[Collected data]

━━━━━━━━━━━━━━━━━━━━━━━━━━━━━━

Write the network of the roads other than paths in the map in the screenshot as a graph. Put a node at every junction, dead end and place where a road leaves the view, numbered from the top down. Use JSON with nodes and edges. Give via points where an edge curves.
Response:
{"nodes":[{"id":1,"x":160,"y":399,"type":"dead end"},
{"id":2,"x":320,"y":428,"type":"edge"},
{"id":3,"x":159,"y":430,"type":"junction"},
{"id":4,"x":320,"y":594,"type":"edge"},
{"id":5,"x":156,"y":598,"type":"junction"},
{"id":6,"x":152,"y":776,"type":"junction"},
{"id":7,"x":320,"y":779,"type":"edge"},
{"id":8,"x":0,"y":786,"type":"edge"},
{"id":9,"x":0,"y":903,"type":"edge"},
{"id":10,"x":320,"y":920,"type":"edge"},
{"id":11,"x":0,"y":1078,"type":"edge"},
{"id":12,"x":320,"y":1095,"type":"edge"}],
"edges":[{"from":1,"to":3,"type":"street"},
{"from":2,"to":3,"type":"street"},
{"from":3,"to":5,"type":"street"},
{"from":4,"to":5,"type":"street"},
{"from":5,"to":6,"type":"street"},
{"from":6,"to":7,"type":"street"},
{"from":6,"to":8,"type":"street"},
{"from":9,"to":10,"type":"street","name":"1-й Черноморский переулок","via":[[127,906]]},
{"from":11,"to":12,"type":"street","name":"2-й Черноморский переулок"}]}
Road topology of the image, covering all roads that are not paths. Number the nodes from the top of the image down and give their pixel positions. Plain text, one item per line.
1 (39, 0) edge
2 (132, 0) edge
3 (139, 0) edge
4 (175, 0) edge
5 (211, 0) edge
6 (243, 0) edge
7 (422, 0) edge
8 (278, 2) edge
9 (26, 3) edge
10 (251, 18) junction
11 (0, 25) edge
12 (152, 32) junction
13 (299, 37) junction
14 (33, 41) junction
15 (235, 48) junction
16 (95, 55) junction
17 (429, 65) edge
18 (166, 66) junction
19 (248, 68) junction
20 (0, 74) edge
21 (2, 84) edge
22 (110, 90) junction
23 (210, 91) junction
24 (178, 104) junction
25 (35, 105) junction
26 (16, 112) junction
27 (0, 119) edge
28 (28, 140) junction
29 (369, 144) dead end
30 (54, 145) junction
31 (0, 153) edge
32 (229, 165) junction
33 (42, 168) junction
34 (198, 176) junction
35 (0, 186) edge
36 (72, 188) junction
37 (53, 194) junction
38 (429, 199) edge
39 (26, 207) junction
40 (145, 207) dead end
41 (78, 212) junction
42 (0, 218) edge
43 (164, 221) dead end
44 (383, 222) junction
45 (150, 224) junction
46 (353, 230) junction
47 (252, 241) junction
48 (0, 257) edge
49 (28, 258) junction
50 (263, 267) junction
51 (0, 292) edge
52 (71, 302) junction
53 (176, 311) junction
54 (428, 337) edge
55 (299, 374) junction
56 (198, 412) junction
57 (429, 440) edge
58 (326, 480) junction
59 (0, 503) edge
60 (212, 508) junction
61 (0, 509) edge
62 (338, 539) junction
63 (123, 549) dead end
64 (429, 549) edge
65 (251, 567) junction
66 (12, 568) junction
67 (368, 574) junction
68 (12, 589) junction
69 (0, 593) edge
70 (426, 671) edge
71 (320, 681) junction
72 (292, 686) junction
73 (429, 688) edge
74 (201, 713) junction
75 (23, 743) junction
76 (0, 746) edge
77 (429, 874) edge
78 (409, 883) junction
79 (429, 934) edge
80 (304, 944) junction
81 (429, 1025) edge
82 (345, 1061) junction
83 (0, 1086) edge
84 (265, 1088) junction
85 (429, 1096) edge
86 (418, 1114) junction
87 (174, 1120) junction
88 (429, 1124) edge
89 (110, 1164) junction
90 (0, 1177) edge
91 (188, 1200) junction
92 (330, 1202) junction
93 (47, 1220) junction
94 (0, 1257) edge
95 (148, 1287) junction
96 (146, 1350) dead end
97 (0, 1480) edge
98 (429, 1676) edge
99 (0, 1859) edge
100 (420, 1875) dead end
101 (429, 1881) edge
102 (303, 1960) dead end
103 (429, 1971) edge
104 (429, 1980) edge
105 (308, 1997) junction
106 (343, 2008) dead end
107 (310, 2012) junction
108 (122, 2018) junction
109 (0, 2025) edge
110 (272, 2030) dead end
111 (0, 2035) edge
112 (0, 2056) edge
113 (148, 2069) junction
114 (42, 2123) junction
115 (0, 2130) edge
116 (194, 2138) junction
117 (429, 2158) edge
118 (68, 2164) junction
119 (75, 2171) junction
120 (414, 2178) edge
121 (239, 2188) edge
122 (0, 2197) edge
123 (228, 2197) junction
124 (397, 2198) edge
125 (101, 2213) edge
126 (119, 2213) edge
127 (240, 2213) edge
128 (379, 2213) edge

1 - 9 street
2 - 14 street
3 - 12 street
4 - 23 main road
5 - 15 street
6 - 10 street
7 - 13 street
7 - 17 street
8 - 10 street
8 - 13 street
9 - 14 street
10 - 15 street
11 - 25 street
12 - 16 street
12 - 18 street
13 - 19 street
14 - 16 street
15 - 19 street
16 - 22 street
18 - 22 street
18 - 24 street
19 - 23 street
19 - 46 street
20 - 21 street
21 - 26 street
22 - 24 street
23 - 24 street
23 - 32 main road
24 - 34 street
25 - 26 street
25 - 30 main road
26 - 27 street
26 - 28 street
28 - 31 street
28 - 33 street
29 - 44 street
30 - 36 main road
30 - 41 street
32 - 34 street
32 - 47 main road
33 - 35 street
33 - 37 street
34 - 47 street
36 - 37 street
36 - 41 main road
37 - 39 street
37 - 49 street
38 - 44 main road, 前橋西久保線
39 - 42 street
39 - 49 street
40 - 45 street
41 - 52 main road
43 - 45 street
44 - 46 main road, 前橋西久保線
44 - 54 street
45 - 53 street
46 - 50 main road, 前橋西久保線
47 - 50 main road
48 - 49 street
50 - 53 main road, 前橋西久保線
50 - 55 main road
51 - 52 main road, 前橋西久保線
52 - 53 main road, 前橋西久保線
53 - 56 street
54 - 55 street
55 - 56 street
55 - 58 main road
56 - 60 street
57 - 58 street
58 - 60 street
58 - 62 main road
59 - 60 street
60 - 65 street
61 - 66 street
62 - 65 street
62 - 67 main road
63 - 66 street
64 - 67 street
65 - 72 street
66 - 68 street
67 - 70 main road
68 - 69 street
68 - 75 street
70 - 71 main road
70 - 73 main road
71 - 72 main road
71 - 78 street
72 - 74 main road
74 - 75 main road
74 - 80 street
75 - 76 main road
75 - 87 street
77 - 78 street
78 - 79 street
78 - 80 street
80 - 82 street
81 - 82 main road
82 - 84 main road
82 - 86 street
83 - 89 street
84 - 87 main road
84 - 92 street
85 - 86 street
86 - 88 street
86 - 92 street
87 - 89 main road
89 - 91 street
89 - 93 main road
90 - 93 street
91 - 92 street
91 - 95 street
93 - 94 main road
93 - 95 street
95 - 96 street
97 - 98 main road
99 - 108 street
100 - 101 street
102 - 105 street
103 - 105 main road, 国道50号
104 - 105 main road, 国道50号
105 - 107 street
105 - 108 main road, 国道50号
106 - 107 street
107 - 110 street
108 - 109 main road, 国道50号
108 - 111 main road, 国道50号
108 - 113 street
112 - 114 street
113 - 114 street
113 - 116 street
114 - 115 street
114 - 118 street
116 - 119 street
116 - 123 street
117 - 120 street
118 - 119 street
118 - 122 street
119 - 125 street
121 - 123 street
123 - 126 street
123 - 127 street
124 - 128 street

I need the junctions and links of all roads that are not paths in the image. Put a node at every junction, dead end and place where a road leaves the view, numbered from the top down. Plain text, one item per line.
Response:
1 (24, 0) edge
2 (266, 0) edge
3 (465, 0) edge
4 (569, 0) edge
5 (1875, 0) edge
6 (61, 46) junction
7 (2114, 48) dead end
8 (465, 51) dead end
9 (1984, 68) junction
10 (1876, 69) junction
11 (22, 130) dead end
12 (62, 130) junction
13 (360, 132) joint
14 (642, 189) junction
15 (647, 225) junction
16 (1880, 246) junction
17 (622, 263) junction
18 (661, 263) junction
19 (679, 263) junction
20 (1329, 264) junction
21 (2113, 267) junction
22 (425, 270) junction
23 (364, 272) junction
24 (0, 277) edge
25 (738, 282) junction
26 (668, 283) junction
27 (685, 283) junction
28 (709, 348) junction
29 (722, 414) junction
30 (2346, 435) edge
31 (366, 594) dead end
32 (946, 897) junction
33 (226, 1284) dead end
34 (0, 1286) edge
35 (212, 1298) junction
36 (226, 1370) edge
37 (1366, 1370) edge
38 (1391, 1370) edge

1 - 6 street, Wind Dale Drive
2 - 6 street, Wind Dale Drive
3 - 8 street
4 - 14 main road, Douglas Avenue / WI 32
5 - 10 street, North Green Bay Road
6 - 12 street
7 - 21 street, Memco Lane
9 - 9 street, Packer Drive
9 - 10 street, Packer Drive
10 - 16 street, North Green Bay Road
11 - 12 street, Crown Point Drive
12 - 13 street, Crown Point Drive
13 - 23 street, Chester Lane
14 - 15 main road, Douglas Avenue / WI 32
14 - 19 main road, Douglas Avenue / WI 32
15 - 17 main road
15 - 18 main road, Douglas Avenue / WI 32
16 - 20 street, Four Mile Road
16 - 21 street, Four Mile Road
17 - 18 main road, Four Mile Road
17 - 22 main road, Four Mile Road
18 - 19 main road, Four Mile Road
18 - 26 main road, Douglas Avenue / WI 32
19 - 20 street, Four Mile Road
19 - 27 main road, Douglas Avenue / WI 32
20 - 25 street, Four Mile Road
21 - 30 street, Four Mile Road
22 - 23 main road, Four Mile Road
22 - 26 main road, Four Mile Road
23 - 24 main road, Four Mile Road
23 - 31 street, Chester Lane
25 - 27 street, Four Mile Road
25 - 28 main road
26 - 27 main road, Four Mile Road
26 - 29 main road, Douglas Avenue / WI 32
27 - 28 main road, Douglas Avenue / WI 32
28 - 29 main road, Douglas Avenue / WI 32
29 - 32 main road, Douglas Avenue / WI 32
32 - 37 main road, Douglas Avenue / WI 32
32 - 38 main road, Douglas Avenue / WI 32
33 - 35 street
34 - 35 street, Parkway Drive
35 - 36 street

━━━━━━━━━━━━━━━━━━━━━━━━━━━━━━

**Goal of the exercise:**
Using the records above, report the count of lines holding "numbered" and nothing else.

**Answer box:**
2